Copy out each line below in which the string "picture" appears.

Recorded data Start Marker

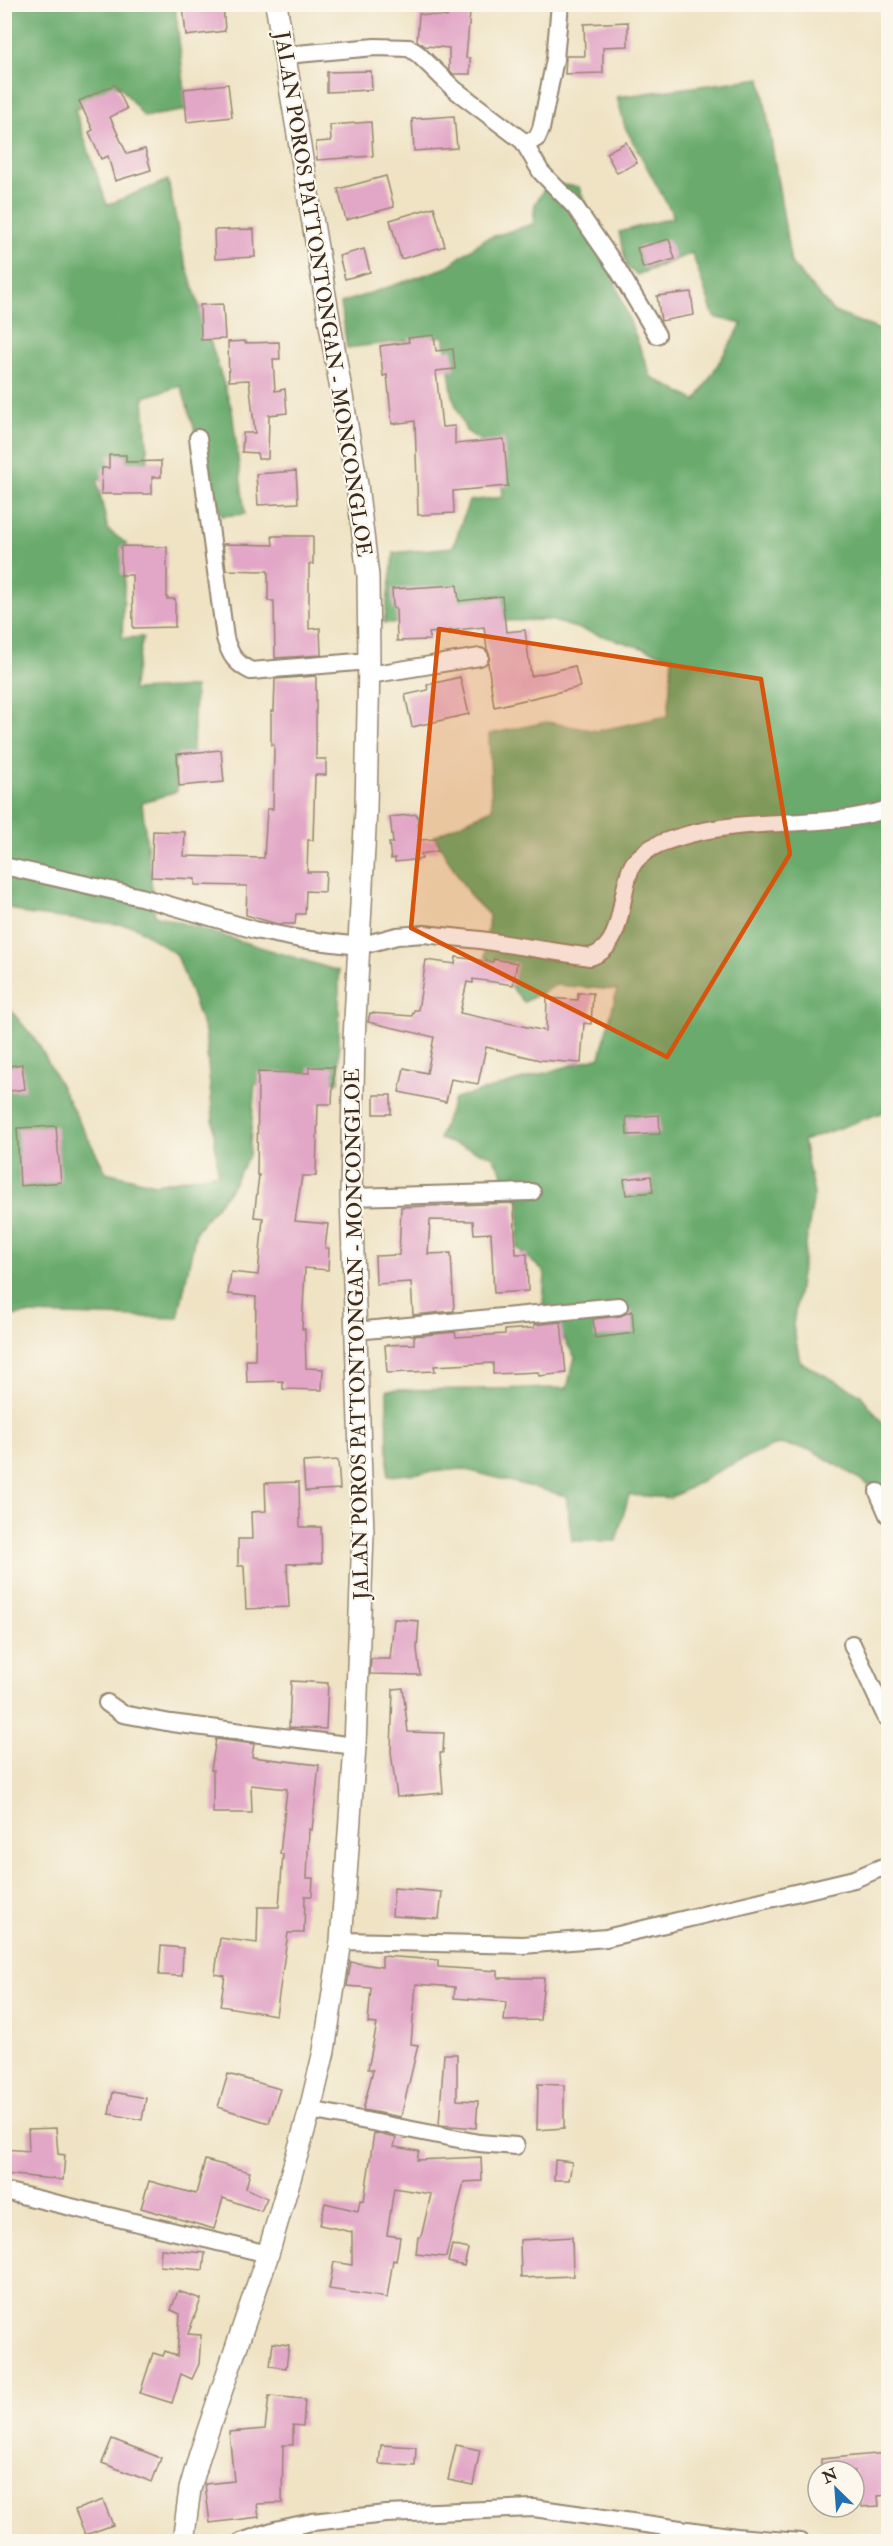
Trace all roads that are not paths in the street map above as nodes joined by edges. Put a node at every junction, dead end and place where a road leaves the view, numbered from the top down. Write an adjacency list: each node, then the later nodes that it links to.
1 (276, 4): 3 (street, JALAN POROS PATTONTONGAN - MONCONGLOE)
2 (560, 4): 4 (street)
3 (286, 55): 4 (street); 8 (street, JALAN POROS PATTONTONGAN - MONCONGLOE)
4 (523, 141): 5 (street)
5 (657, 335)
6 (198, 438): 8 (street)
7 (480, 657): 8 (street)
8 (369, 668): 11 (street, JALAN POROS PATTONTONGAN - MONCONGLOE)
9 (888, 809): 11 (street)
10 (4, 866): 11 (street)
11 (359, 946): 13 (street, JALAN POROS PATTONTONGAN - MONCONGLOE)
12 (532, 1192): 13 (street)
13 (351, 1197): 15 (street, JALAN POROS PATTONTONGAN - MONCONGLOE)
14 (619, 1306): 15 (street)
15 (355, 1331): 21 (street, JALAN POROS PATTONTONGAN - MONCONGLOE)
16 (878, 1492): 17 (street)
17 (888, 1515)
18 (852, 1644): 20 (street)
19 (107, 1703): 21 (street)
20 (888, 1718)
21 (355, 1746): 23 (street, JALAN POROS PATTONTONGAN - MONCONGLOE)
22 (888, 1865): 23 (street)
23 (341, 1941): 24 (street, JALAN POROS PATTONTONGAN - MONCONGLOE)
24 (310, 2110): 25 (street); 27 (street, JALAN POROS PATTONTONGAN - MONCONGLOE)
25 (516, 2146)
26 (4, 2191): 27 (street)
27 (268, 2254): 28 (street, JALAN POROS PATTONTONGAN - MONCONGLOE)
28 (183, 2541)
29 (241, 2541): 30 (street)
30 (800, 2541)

Recorded data End Marker
Recorded data Start Marker

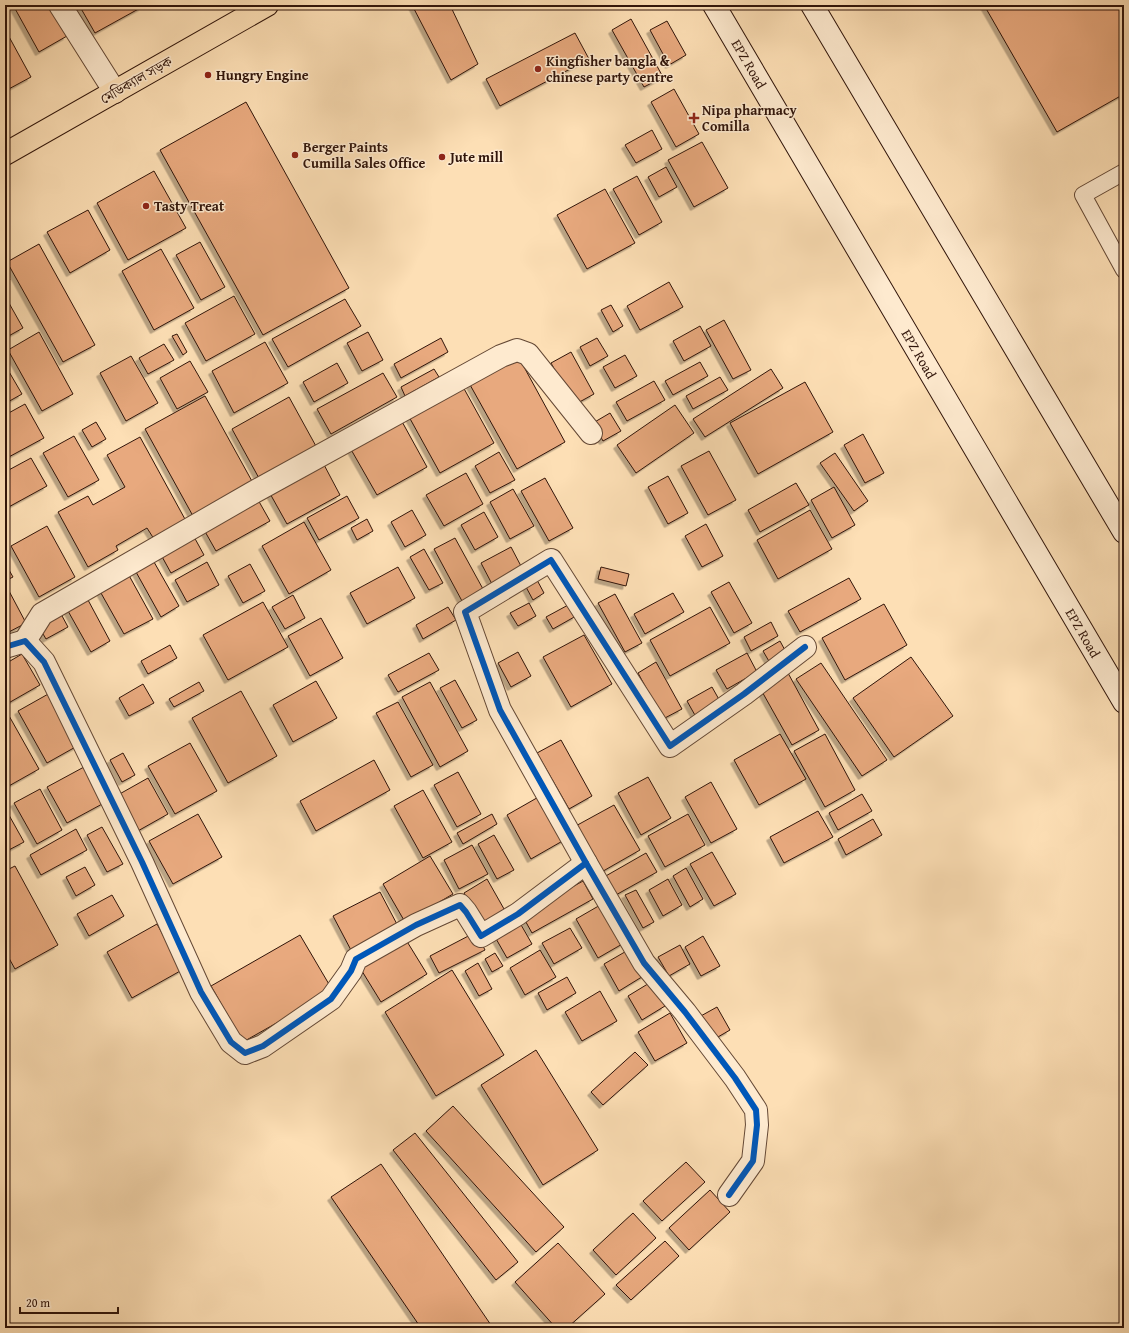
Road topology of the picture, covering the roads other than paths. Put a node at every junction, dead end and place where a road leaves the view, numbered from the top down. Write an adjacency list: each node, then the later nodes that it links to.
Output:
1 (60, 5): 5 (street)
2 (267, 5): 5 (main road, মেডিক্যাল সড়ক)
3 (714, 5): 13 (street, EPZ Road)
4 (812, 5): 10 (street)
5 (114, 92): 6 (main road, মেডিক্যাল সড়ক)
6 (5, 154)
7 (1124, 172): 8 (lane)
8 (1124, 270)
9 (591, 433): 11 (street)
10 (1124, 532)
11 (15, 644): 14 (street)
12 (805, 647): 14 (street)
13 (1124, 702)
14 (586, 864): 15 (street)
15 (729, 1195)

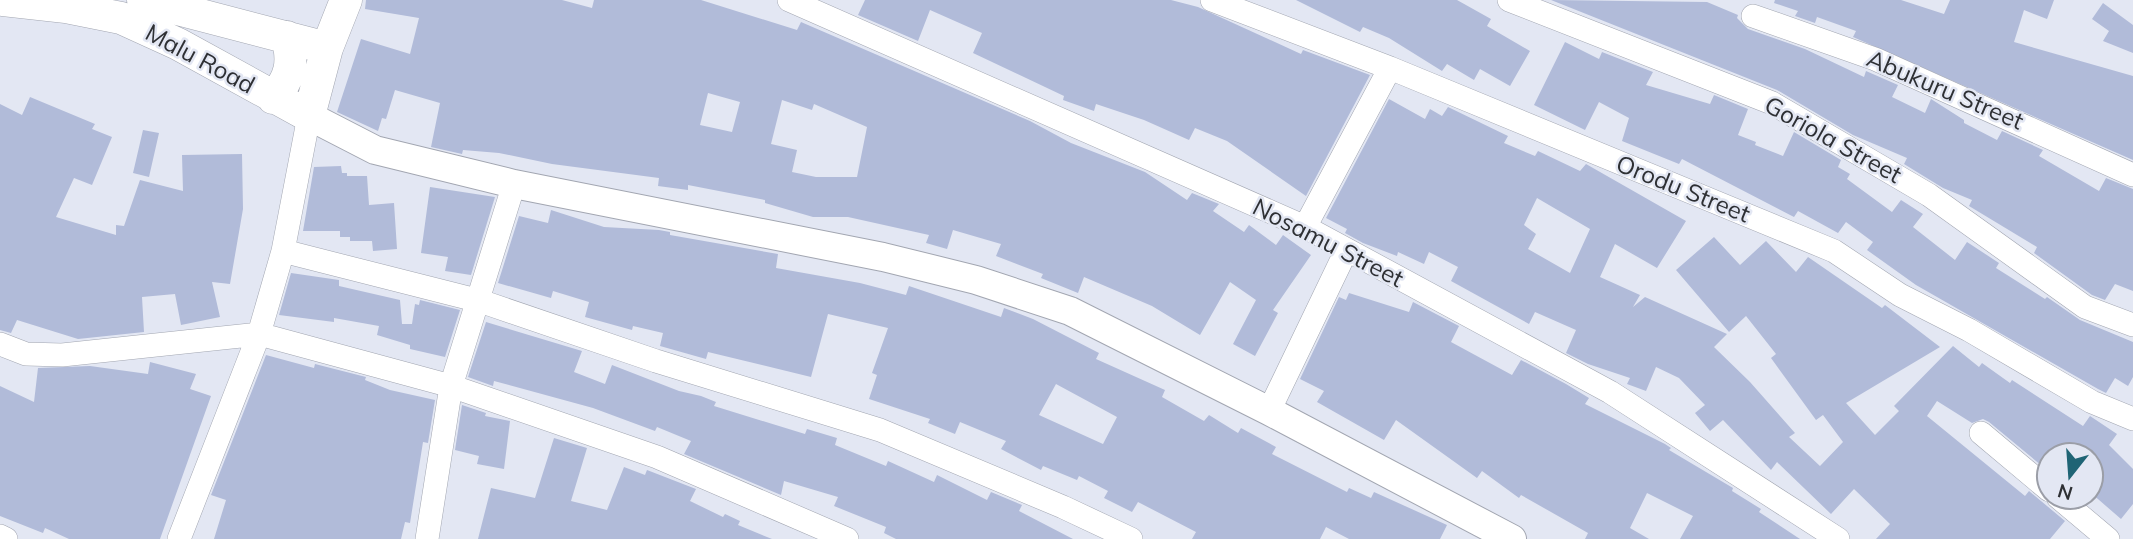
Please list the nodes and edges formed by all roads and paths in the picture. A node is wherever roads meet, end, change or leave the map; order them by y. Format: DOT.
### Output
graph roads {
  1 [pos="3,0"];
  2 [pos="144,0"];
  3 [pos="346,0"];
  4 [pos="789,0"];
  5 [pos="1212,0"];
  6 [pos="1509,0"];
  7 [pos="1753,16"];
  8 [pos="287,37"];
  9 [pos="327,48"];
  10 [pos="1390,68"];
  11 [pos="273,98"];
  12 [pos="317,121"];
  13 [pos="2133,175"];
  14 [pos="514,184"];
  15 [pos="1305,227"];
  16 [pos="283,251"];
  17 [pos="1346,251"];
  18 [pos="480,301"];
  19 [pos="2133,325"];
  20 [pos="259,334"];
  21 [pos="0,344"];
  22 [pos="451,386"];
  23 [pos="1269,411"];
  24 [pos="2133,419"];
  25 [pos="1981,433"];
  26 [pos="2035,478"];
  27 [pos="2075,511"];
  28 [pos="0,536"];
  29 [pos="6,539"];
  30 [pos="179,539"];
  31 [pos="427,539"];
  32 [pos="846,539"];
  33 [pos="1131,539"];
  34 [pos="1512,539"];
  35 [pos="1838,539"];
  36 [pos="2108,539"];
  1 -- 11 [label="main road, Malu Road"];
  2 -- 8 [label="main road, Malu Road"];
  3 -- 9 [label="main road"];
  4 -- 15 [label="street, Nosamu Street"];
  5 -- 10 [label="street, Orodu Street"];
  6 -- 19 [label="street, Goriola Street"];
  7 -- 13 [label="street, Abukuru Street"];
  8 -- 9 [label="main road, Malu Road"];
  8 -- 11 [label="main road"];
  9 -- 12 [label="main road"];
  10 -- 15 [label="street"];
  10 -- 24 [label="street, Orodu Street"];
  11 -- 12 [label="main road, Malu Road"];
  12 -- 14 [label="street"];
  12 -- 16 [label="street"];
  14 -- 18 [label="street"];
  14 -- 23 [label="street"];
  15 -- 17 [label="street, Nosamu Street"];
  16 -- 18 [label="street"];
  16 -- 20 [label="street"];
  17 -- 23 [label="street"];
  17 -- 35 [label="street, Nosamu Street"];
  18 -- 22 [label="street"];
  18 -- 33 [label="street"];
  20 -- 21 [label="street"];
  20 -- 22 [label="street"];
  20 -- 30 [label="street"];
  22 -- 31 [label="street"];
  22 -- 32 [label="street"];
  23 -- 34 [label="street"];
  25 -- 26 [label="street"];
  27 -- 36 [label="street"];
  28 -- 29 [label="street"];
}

Recorded data End Marker
Recorded data Start Marker

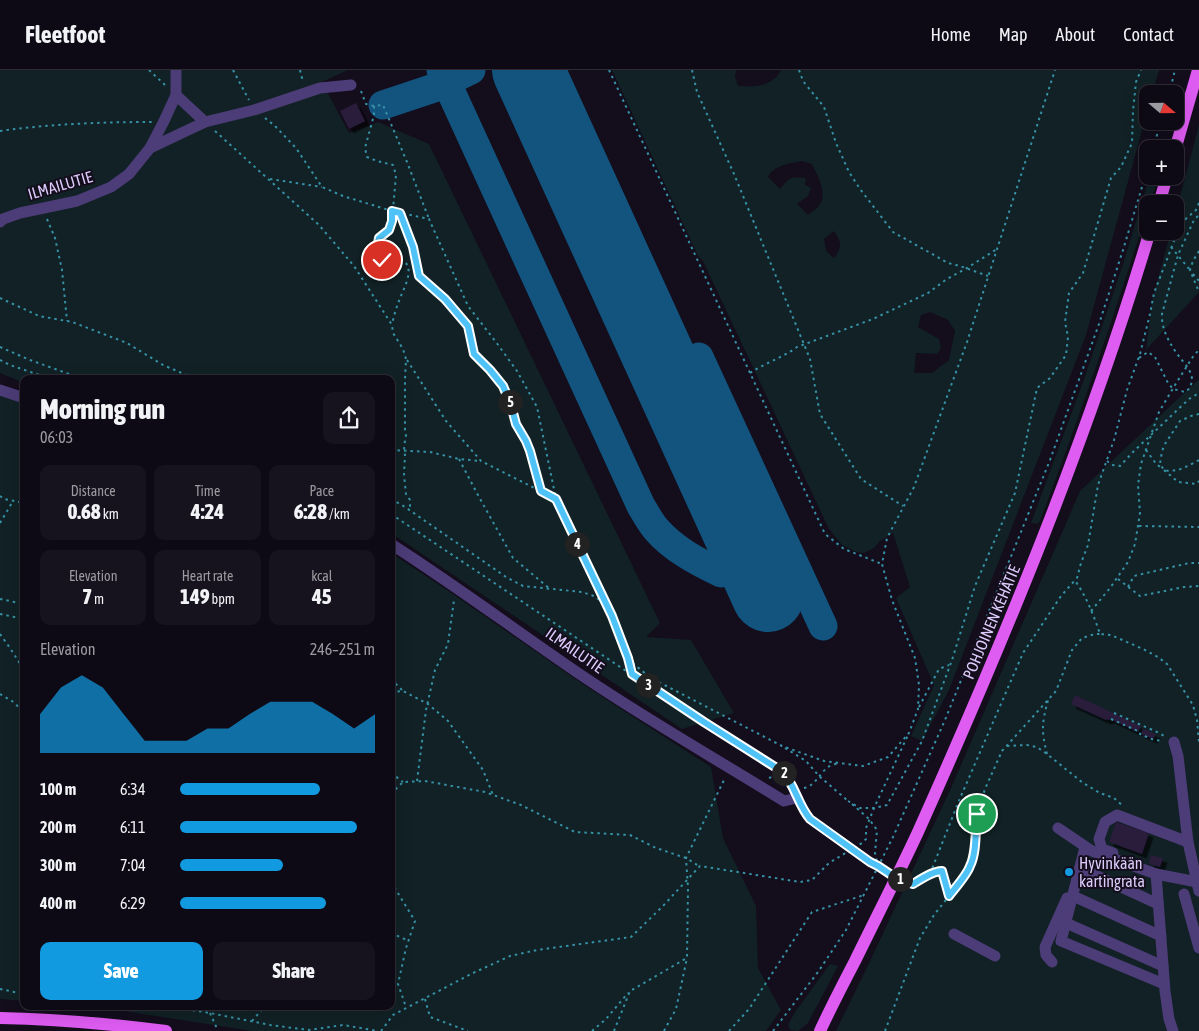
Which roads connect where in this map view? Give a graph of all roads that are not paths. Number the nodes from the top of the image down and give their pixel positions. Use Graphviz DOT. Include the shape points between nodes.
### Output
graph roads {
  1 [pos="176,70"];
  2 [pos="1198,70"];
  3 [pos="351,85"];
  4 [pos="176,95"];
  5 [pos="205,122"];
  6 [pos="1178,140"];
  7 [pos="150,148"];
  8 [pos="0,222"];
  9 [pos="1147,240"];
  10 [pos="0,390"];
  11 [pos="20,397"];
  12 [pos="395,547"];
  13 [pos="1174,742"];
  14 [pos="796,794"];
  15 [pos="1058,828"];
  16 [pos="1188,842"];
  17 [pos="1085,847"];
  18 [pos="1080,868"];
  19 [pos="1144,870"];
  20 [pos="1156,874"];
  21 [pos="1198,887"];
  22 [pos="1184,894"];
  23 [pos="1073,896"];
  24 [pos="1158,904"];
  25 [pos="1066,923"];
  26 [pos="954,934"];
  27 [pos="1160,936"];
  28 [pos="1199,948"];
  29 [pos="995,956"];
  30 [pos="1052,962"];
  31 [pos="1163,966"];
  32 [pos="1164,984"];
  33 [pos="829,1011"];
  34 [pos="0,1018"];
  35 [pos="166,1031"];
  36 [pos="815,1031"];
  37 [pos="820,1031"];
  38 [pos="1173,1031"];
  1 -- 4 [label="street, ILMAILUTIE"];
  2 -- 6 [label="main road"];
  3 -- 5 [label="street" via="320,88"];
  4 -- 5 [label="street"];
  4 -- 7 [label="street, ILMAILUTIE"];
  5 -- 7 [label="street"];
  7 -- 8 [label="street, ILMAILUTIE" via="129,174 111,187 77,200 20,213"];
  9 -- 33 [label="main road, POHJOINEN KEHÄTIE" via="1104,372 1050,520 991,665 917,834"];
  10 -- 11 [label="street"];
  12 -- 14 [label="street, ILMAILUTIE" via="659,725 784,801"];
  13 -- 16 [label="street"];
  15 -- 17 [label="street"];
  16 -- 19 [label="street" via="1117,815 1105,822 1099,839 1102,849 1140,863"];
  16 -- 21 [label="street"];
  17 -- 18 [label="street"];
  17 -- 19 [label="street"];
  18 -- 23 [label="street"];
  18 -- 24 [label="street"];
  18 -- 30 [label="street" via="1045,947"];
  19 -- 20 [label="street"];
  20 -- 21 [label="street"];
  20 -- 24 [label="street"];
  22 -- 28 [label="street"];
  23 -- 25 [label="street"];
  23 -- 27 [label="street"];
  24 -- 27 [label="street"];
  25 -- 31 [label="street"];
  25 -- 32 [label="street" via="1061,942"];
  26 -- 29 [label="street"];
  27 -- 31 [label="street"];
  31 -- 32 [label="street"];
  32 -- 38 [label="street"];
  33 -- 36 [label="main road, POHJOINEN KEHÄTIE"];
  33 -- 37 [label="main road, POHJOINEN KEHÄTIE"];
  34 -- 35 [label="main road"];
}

Recorded data End Marker

*Exercise result*
Road topology of the picture, covering the roads other than paths. Put a node at every junction, dead end and place where a road leaves the view, numbered from the top down. Write an adjacency list: each node, then the later nodes that it links to.
Please list the nodes and edges formed by all roads and paths in the picture. A node is wherever roads meet, end, change or leave the map; order them by y. Format: DOT.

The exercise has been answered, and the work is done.